48. The method of claim 47, wherein the binding agent activates a T cell.

49. The method of claim 48, wherein the activated T cell induces the killing of the cancer or tumor cell.

50. The method of any one of claims 47 to 49, wherein the cancer or tumor cell comprises a hematological cancer or tumor cell.

51. The method of claim 50, wherein the hematological cancer or tumor cell is selected from the group consisting of an acute myeloid leukemia (AML) cell, a M4/M5 AML cell, a chronic myelomonocytic leukemia (CMML) cell, a B-cell acute lymphoblastic leukemia (B-ALL) cell, a chronic lymphocytic leukemia (CLL) cell, a diffuse large B-cell lymphoma (DLBCL) cell, a mantle cell lymphoma (MCL) cell, a multiple myeloma (MM) cell, a myelodysplastic syndrome (MDS) cell, a Hodgkin lymphoma cell, a lymphoplasmacytic lymphoma (LPL) cell, a follicular lymphoma cell, a Burkitt lymphoma cell, a blastic plasmacytoid dendritic cell neoplasm (BPDCN) cell, a marginal zone lymphoma cell, or a mucosa-associated lymphoid tissue (MALT) lymphoma cell.

52. A method of treating a cancer or a tumor expressing ILT3 in a subject, comprising administering an effective amount of the binding agent of any one of claims 1 to 33 or the pharmaceutical composition of claim 38 to the subject.

53. The method of claim 52, wherein the cancer or tumor comprises a hematological cancer or tumor.

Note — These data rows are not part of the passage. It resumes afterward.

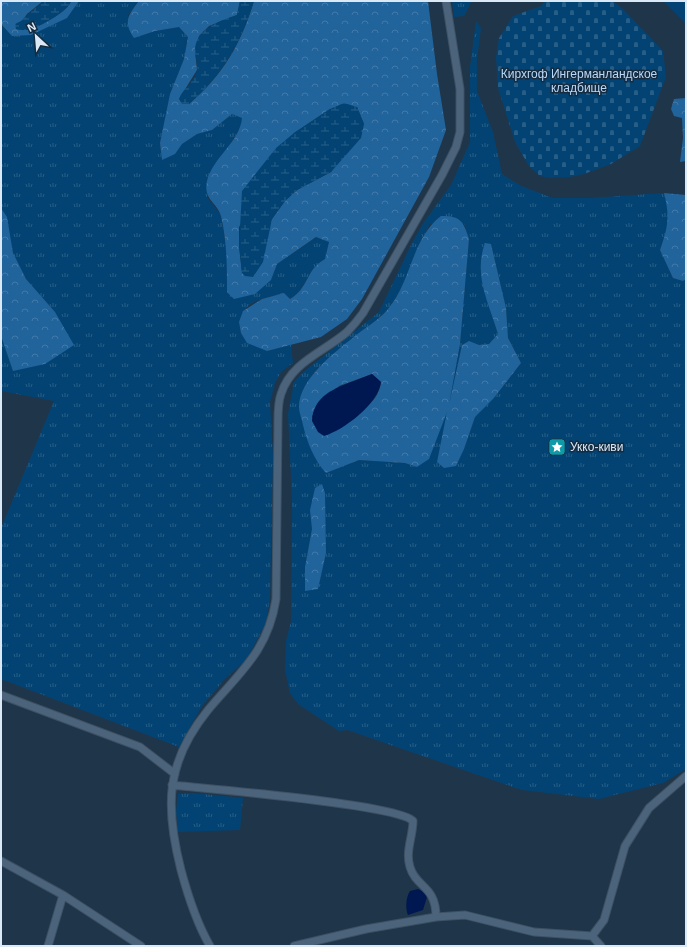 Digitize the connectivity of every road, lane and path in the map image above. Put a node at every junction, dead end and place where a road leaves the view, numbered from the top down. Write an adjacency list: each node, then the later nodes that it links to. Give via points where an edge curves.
1 (446, 1): 3 (street, via 460,89 460,132 456,147 363,313 346,332 303,362 284,385 280,395 278,421 274,611 257,654 196,727 184,745)
2 (1, 695): 3 (street, via 140,747)
3 (175, 774): 5 (street)
4 (686, 776): 9 (street, via 649,808 625,846 604,920)
5 (172, 786): 8 (street, via 353,805 409,817 413,821 408,857 410,868 432,895 436,905); 12 (street, via 170,809 173,836 195,917)
6 (1, 861): 7 (street)
7 (63, 895): 10 (street); 11 (street)
8 (436, 917): 9 (street, via 465,915 534,932); 13 (street, via 366,929)
9 (592, 936): 14 (street)
10 (48, 946)
11 (141, 946)
12 (210, 946)
13 (294, 946)
14 (601, 946)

54. The method of claim 53, wherein the hematological cancer or tumor is selected from the group consisting of acute myeloid leukemia (AML), a M4/M5 AML chronic myelomonocytic leukemia (CMML), B-cell acute lymphoblastic leukemia (B-ALL), chronic lymphocytic leukemia (CLL), diffuse large B-cell lymphoma (DLBCL), mantle cell lymphoma (MCL), multiple myeloma (MM), myelodysplastic syndrome (MDS), Hodgkin lymphoma, lymphoplasmacytic lymphoma (LPL), follicular lymphoma, Burkitt lymphoma, blastic plasmacytoid dendritic cell neoplasm (BPDCN), marginal zone lymphoma, or mucosa-associated lymphoid tissue (MALT) lymphoma.